Blending geochemical data and climate models

With all the shortcomings of the CLIMAP project, Dr. Tierney and her team decided that was worth revisiting this problem with updated methods and tools. Thanks to advancements in geochemistry, we’ve developed several new ways of estimating past seawater temperatures that don’t depend on plankton taxonomy. They range from biomarkers secreted from marine organisms to elemental ratios in foram shells. All of these geochemical methods have their own weaknesses and strengths just like foram assemblages, but the hope is that when used together, they can help paint a clear picture of global temperatures during the last ice age.

Locations of geochemical measurements of ice age sea surface temperatures used by Tierney et al 2020. Various colors represent different types of reconstructions (modified from Tierney et al., 2020)

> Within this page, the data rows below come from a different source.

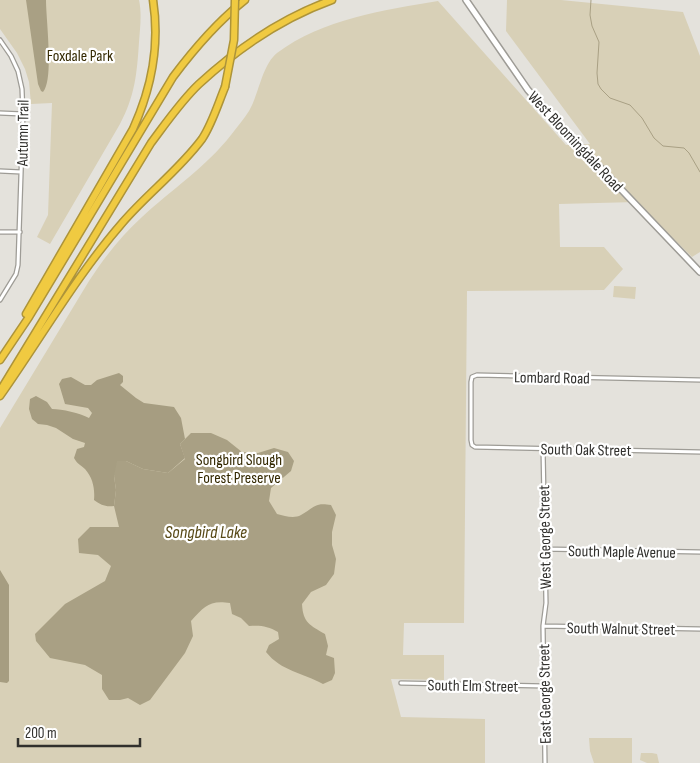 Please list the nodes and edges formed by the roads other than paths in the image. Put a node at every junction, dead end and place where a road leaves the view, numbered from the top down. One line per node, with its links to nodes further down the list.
1 (153, 0): 15 (highway)
2 (235, 0): 19 (highway, bridge)
3 (245, 0): 15 (highway)
4 (332, 0): 18 (highway)
5 (466, 0): 13 (street, West Bloomingdale Road)
6 (0, 40): 8 (street, Autumn Trail)
7 (0, 113): 8 (street)
8 (23, 114): 10 (street, Autumn Trail)
9 (0, 171): 10 (street)
10 (21, 172): 12 (street, Autumn Trail)
11 (0, 232): 12 (street)
12 (20, 232): 14 (street, Autumn Trail)
13 (700, 272)
14 (0, 300)
15 (13, 339): 16 (highway)
16 (0, 360)
17 (700, 380): 20 (street, Lombard Road)
18 (0, 390)
19 (0, 396)
20 (472, 445): 21 (street, South Oak Street)
21 (543, 448): 22 (street, South Oak Street); 23 (street, West George Street)
22 (700, 452)
23 (544, 549): 24 (street, South Maple Avenue); 25 (street, West George Street)
24 (700, 552)
25 (543, 626): 26 (street, South Walnut Street); 28 (street, East George Street)
26 (700, 629)
27 (401, 683): 28 (street, South Elm Street)
28 (544, 686): 29 (street, East George Street)
29 (546, 763)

Dr. Tierney and others assimilated almost one thousand measurements of ice age sea surface temperatures from around the global oceans. And while that sounds very impressive, it doesn’t come close to covering the entire globe. To fill in the large gaps between the data, the authors fed a global climate model with geochemical temperature estimates. This way they have the spatial coverage of a global climate model with the accuracy of geochemical records made from the real world, the best of both worlds.

Revisiting the glacial cooling

So how much did our planet cool according to this blended data/model assimilation? According to Dr. Tierney’s paper, it’s estimated that the last ice age was cooler on average by about 3 degrees Celsius. This is a much larger cooling signal than the CLIMAP result of 1.2 degrees Celsius. Because CLIMAP actually predicted unreasonable warming temperatures during the last ice age in some parts of the tropics, which this model/data result does not show, Tierney and coauthors believe the cooler average temperatures are encouraging and show that we are making progress in the right direction.

CLIMAP reconstruction of the temperature differences from the last ice age to modern. Note the warming orange in parts of the Pacific and Indian oceans. These unrealistic values are not present in the Tierney data (Image Credit: CLIMAP)

This effort of combining new techniques in analytical chemistry and computer modeling has helped us obtain a much better picture of the last ice age. With a more accurate baseline of the Last Glacial Maximum, we can begin to accurately study the various effects of global warming of 3 degrees Celsius, an effort that will be crucial for predictions of climate change impacts today.